George Orwell au moment de l’écriture de ce livre n’est pas dans une grande forme psychique, donc pour le moins ce n’est pas un prophète. C’est également quelqu’un qui a toujours travaillé pour les secrets britanniques et dont le patriotisme britannique est sans faille. Mais contrairement à Huxley, issu d’une famille aristocratique, ce n’est pas quelqu’un dans le secret des dieux de l’oligarchie. C’est plutôt une espèce de zoologue qui étudie la vie et les moeurs de l’oligarchie avec qui il a eu affaire toute sa vie, du point de vue d’un quidam de la classe roturière.
Goldstein, dans la fiction d’Orwell, représente clairement le Trotsky d’un totalitarisme marxiste anglo-saxon sensé faire pendant à l’empire bolchévique et à l’empire maoïste. Il ne faut pas oublier que le trotskysme était le type de marxisme et de gauchisme mis de l’avant par l’intelligentsia britannique et par le services secrets britanniques : dans "hommage à la Catalogne" Orwell se décrit comme un militant du POUM, formation trotskyste.

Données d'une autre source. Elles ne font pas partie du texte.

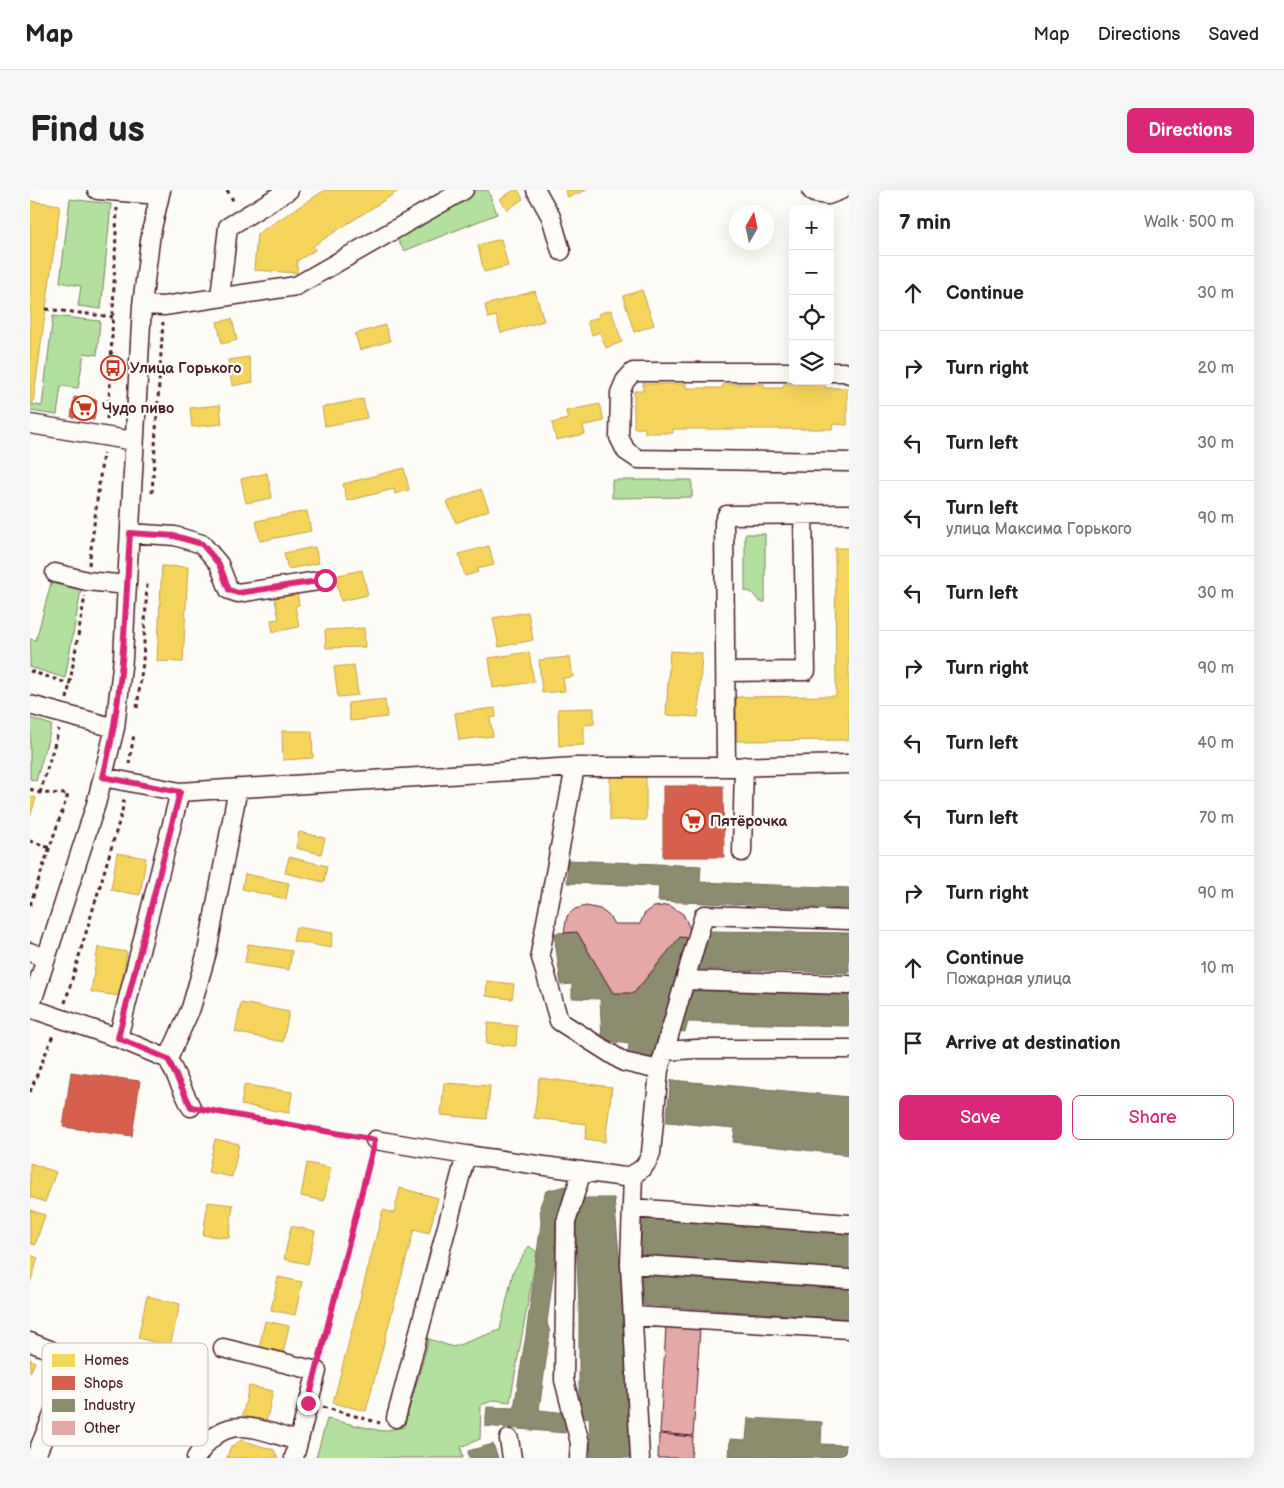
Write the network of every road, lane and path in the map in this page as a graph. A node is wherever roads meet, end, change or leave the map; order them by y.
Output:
1 (97, 190) edge
2 (289, 190) edge
3 (464, 190) edge
4 (536, 190) edge
5 (811, 190) edge
6 (841, 190) edge
7 (118, 191) junction
8 (160, 193) edge
9 (561, 251) dead end
10 (220, 297) junction
11 (142, 304) junction
12 (46, 308) dead end
13 (113, 317) junction
14 (789, 372) edge
15 (834, 372) edge
16 (849, 374) edge
17 (30, 424) edge
18 (105, 437) junction
19 (134, 441) junction
20 (849, 462) edge
21 (803, 514) junction
22 (849, 514) edge
23 (130, 533) junction
24 (55, 573) dead end
25 (325, 580) dead end
26 (127, 585) junction
27 (30, 671) edge
28 (726, 672) junction
29 (70, 684) dead end
30 (30, 705) edge
31 (64, 715) junction
32 (115, 728) junction
33 (849, 764) edge
34 (744, 766) junction
35 (575, 767) junction
36 (726, 767) junction
37 (103, 777) junction
38 (238, 788) junction
39 (30, 789) edge
40 (40, 792) junction
41 (180, 792) junction
42 (30, 841) edge
43 (50, 848) junction
44 (742, 852) dead end
45 (30, 905) edge
46 (849, 920) edge
47 (30, 952) edge
48 (46, 959) junction
49 (685, 980) junction
50 (849, 985) edge
51 (30, 1008) edge
52 (118, 1038) junction
53 (849, 1049) edge
54 (664, 1051) junction
55 (168, 1059) junction
56 (659, 1070) junction
57 (191, 1107) joint
58 (375, 1140) junction
59 (466, 1155) junction
60 (582, 1171) junction
61 (633, 1174) junction
62 (632, 1208) junction
63 (849, 1224) edge
64 (630, 1264) junction
65 (849, 1279) edge
66 (632, 1316) junction
67 (849, 1329) edge
68 (30, 1342) edge
69 (42, 1347) edge
70 (223, 1348) dead end
71 (317, 1371) junction
72 (308, 1403) junction
73 (396, 1418) joint
74 (509, 1438) dead end
75 (42, 1440) edge
76 (208, 1441) edge
77 (204, 1446) edge
78 (296, 1450) edge
79 (34, 1458) edge
80 (196, 1458) edge
81 (512, 1458) edge
82 (579, 1458) edge
83 (640, 1458) edge

1 - 7 street
2 - 10 street
3 - 10 street
4 - 9 street
5 - 6 street
7 - 8 street
7 - 13 path
8 - 11 street
10 - 11 street
11 - 19 street
12 - 13 path
13 - 18 path
14 - 20 street
15 - 16 street
17 - 18 street
18 - 19 street
19 - 23 street
21 - 22 street
21 - 28 street
21 - 28 street
23 - 25 street
23 - 26 street
24 - 26 street
26 - 32 street
27 - 29 path
28 - 36 street
30 - 31 street
31 - 32 street
31 - 40 path
32 - 37 street
33 - 34 street
34 - 36 street
34 - 44 street
35 - 36 street
35 - 38 street
35 - 56 street
37 - 41 street
37 - 48 street
38 - 41 street
38 - 55 street
39 - 40 path
40 - 43 path
41 - 52 street
42 - 43 path
43 - 45 path
46 - 49 street
47 - 48 street
48 - 51 street
49 - 50 street
49 - 54 street
51 - 52 street
52 - 55 street
53 - 54 street
54 - 56 street
55 - 57 street
56 - 61 street
57 - 58 path
58 - 59 street
58 - 71 path
59 - 60 street
59 - 73 street
60 - 61 street
60 - 82 street
61 - 62 street
62 - 63 street
62 - 64 street
64 - 65 street
64 - 66 street
66 - 67 street
66 - 83 street
68 - 69 street
70 - 71 street
71 - 72 street
72 - 73 path
72 - 78 street
74 - 81 street
75 - 79 street
76 - 78 street
77 - 80 street

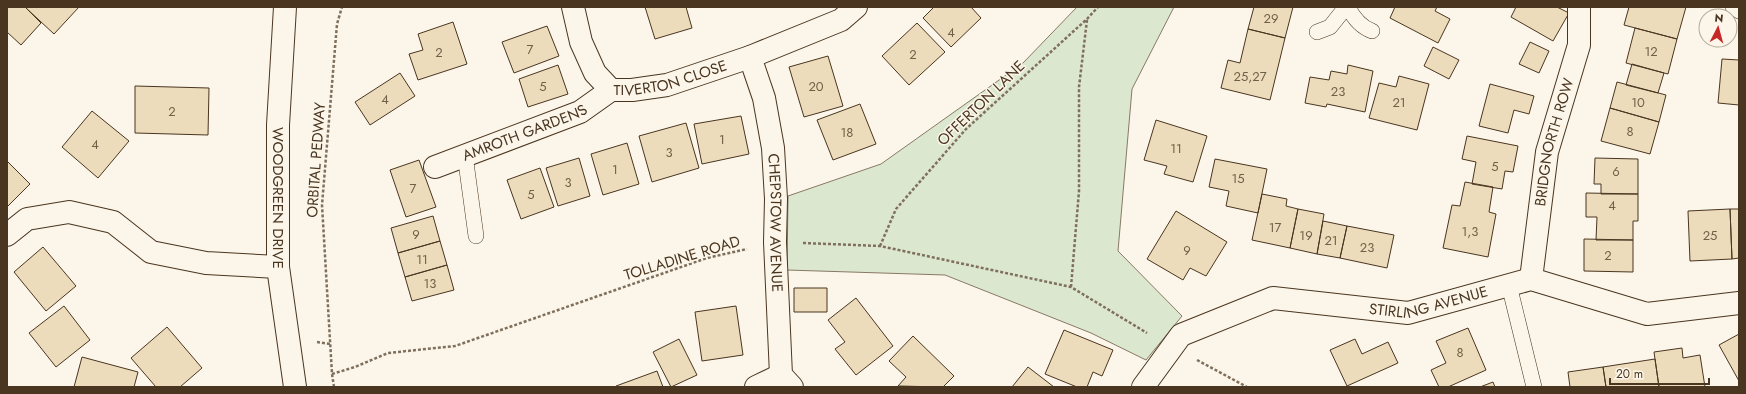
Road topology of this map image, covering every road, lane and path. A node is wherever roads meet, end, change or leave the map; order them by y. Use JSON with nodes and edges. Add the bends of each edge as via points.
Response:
{"nodes":[{"id":1,"x":285,"y":7,"type":"edge"},
{"id":2,"x":342,"y":7,"type":"edge"},
{"id":3,"x":573,"y":7,"type":"edge"},
{"id":4,"x":856,"y":7,"type":"edge"},
{"id":5,"x":1098,"y":7,"type":"edge"},
{"id":6,"x":1347,"y":7,"type":"edge"},
{"id":7,"x":1579,"y":7,"type":"edge"},
{"id":8,"x":1733,"y":7,"type":"edge"},
{"id":9,"x":1739,"y":12,"type":"edge"},
{"id":10,"x":1087,"y":20,"type":"junction"},
{"id":11,"x":1372,"y":31,"type":"dead end"},
{"id":12,"x":1317,"y":32,"type":"dead end"},
{"id":13,"x":750,"y":57,"type":"junction"},
{"id":14,"x":611,"y":90,"type":"junction"},
{"id":15,"x":465,"y":155,"type":"junction"},
{"id":16,"x":435,"y":167,"type":"dead end"},
{"id":17,"x":7,"y":236,"type":"edge"},
{"id":18,"x":476,"y":236,"type":"dead end"},
{"id":19,"x":775,"y":242,"type":"junction"},
{"id":20,"x":880,"y":246,"type":"junction"},
{"id":21,"x":278,"y":267,"type":"junction"},
{"id":22,"x":1532,"y":279,"type":"junction"},
{"id":23,"x":1509,"y":285,"type":"junction"},
{"id":24,"x":1739,"y":303,"type":"edge"},
{"id":25,"x":332,"y":374,"type":"junction"},
{"id":26,"x":786,"y":381,"type":"edge"},
{"id":27,"x":296,"y":387,"type":"edge"},
{"id":28,"x":334,"y":387,"type":"edge"},
{"id":29,"x":756,"y":387,"type":"edge"},
{"id":30,"x":1143,"y":387,"type":"edge"},
{"id":31,"x":1534,"y":387,"type":"edge"}],
"edges":[{"from":1,"to":21,"type":"street","name":"WOODGREEN DRIVE","via":[[278,125]]},
{"from":2,"to":25,"type":"path","name":"ORBITAL PEDWAY","via":[[337,24],[322,205]]},
{"from":3,"to":14,"type":"street","name":"TIVERTON CLOSE","via":[[581,42],[595,73]]},
{"from":4,"to":13,"type":"street","name":"TIVERTON CLOSE","via":[[841,20]]},
{"from":5,"to":10,"type":"path","name":"OFFERTON LANE"},
{"from":6,"to":11,"type":"lane","via":[[1366,29]]},
{"from":6,"to":12,"type":"lane","via":[[1330,27]]},
{"from":7,"to":22,"type":"street","name":"BRIDGNORTH ROW","via":[[1579,45],[1548,152]]},
{"from":8,"to":9,"type":"lane"},
{"from":10,"to":20,"type":"path","name":"OFFERTON LANE","via":[[966,129],[896,209]]},
{"from":10,"to":20,"type":"path","name":"TOLLADINE ROAD","via":[[1079,87],[1079,191],[1071,287]]},
{"from":13,"to":14,"type":"street","name":"TIVERTON CLOSE","via":[[667,85]]},
{"from":13,"to":19,"type":"street","name":"CHEPSTOW AVENUE","via":[[764,98],[772,148],[776,199]]},
{"from":14,"to":15,"type":"street","name":"AMROTH GARDENS","via":[[580,112]]},
{"from":15,"to":16,"type":"street","name":"AMROTH GARDENS"},
{"from":15,"to":18,"type":"lane"},
{"from":17,"to":21,"type":"street","via":[[27,219],[69,212],[113,222],[151,252],[206,264]]},
{"from":19,"to":20,"type":"path","name":"TOLLADINE ROAD"},
{"from":19,"to":25,"type":"path","name":"TOLLADINE ROAD","via":[[707,258],[455,346],[388,353]]},
{"from":19,"to":26,"type":"street","name":"CHEPSTOW AVENUE"},
{"from":21,"to":27,"type":"street","name":"WOODGREEN DRIVE"},
{"from":22,"to":23,"type":"street","name":"STIRLING AVENUE"},
{"from":22,"to":24,"type":"street","via":[[1647,314]]},
{"from":23,"to":30,"type":"street","name":"STIRLING AVENUE","via":[[1408,313],[1272,298],[1181,335]]},
{"from":23,"to":31,"type":"lane"},
{"from":25,"to":28,"type":"path","name":"ORBITAL PEDWAY"},
{"from":26,"to":29,"type":"street"}]}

Le newspeak d’Orwell fait référence à deux projets : l’Espéranto, dont Orwell a fréquenté des représentants toute sa vie, dont en France Eugène Lanti ; et le Basic English, une forme d’anglais réduit d’un peu moins de mille mots (mais combinables) à destination des gens des colonies de l’empire britannique, simplifié pour être appris en un aussi court temps que l’Espéranto, et qui s’est vu mis plus ou moins de côté avec la chute de l’Empire. L’Espéranto est la seule langue artificielle où tous les adjectifs de sens opposé à l’adjectif simple dérivent de ce dernier par un seul préfixe inversif simple (mal-, un- en anglais, de- ou in- en français) comme pour réduire le vocabulaire à l’envi avec toutes ses nuances (ce n’est pas la seule langue naturelle à procéder ainsi toutefois : le sanskrit (détesté d’Orwell) use aussi fort du préfixe an- pour l’inversif, nir- pour le privatif, su- pour le mélioratif et dur- pour le péjoratif ; le turc fonctionne ainsi également).

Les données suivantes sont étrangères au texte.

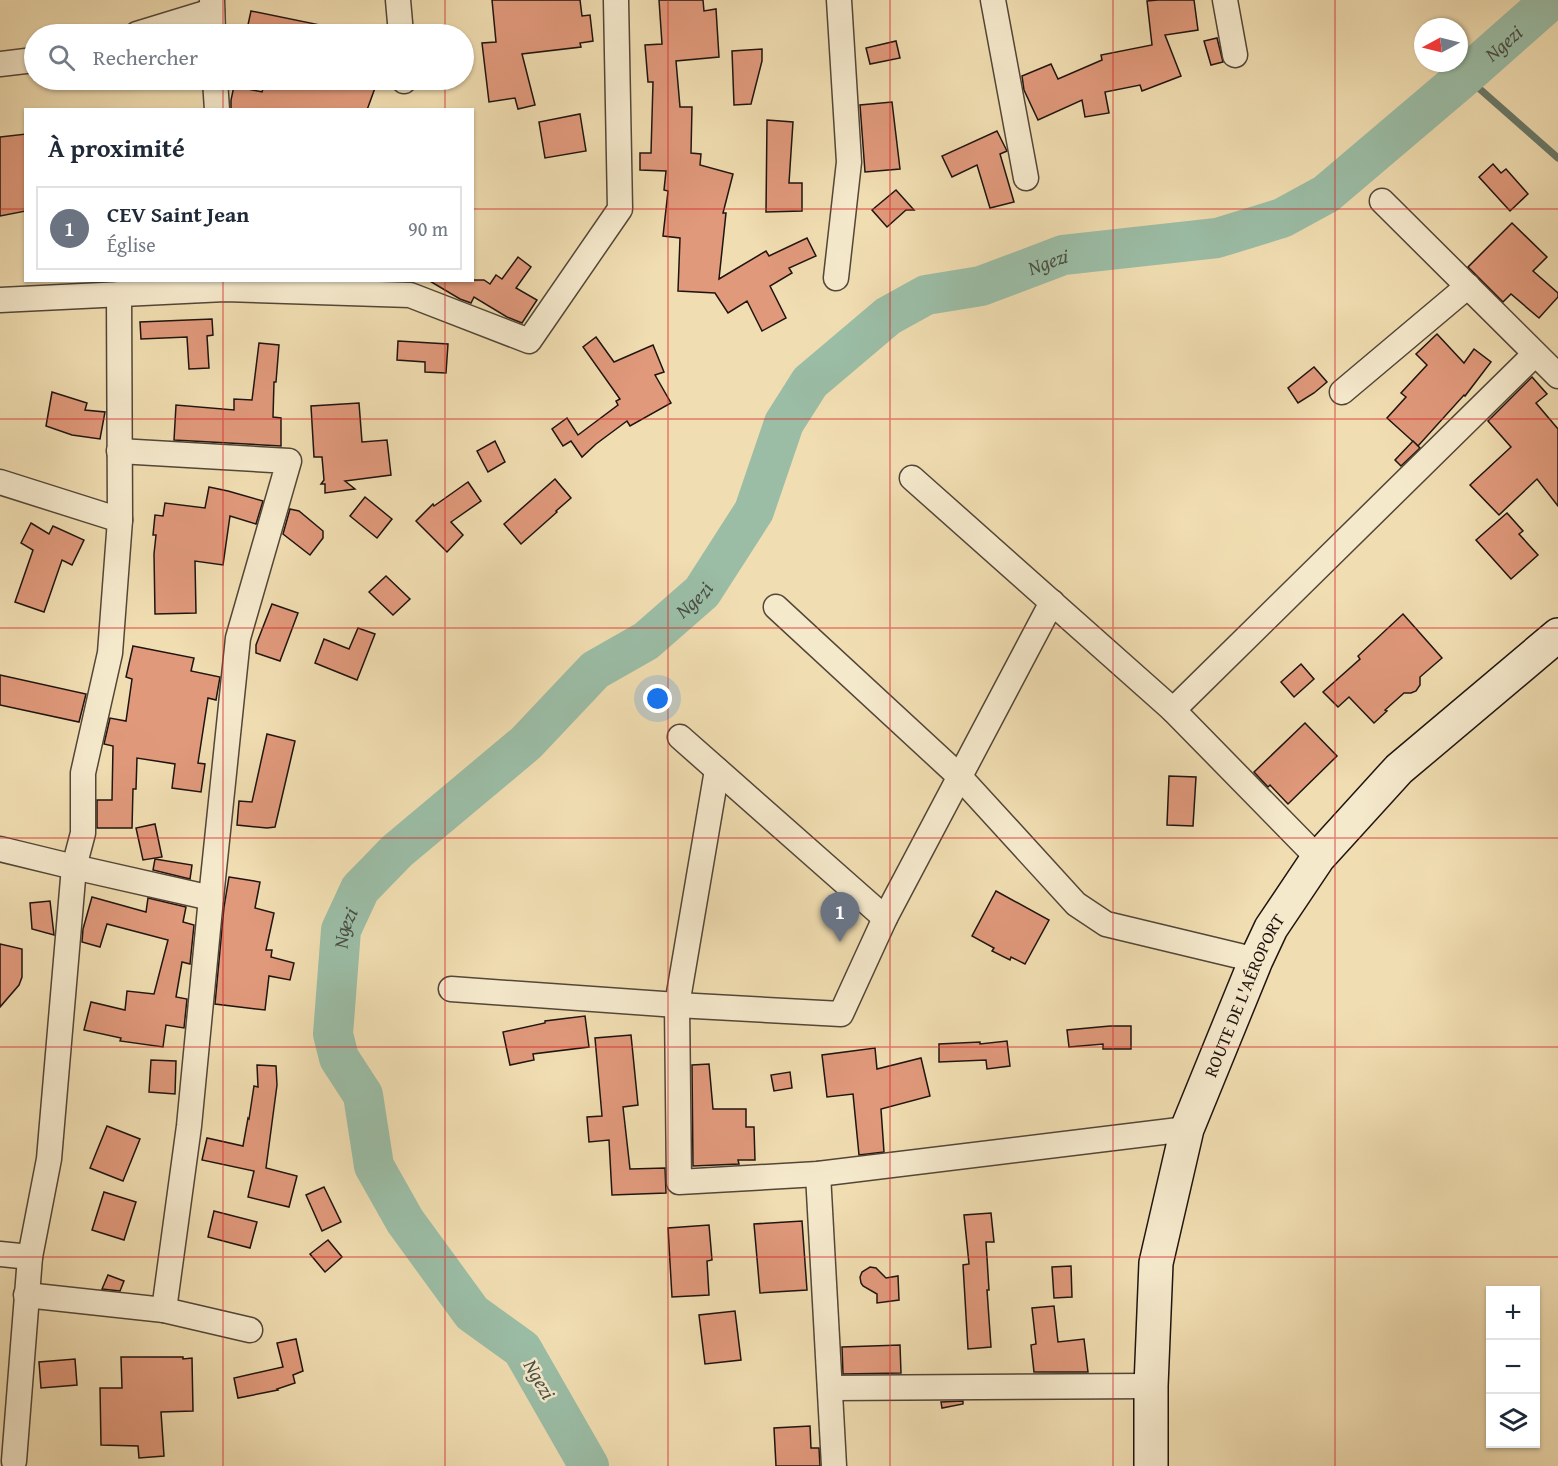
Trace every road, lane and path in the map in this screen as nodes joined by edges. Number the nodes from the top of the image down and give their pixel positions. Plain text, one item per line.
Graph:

Orwell a une mentalité complètement entachée de préjugés qu’il entend bien garder, et qui ne sont pas de simples préférences patriotes du genre déplaisantes aux intellos. Il déteste en premier lieu toute l’Inde qu’il accuse d’avoir corrompu les Anglais par leur mentalité plus que l’inverse (il faut le faire). Il n’a pas une bonne opinion de l’Irlande non plus et tous les petits méchants de ses récits sont des Irlandais. Il tient la France pour la culture adverse éternelle en Europe.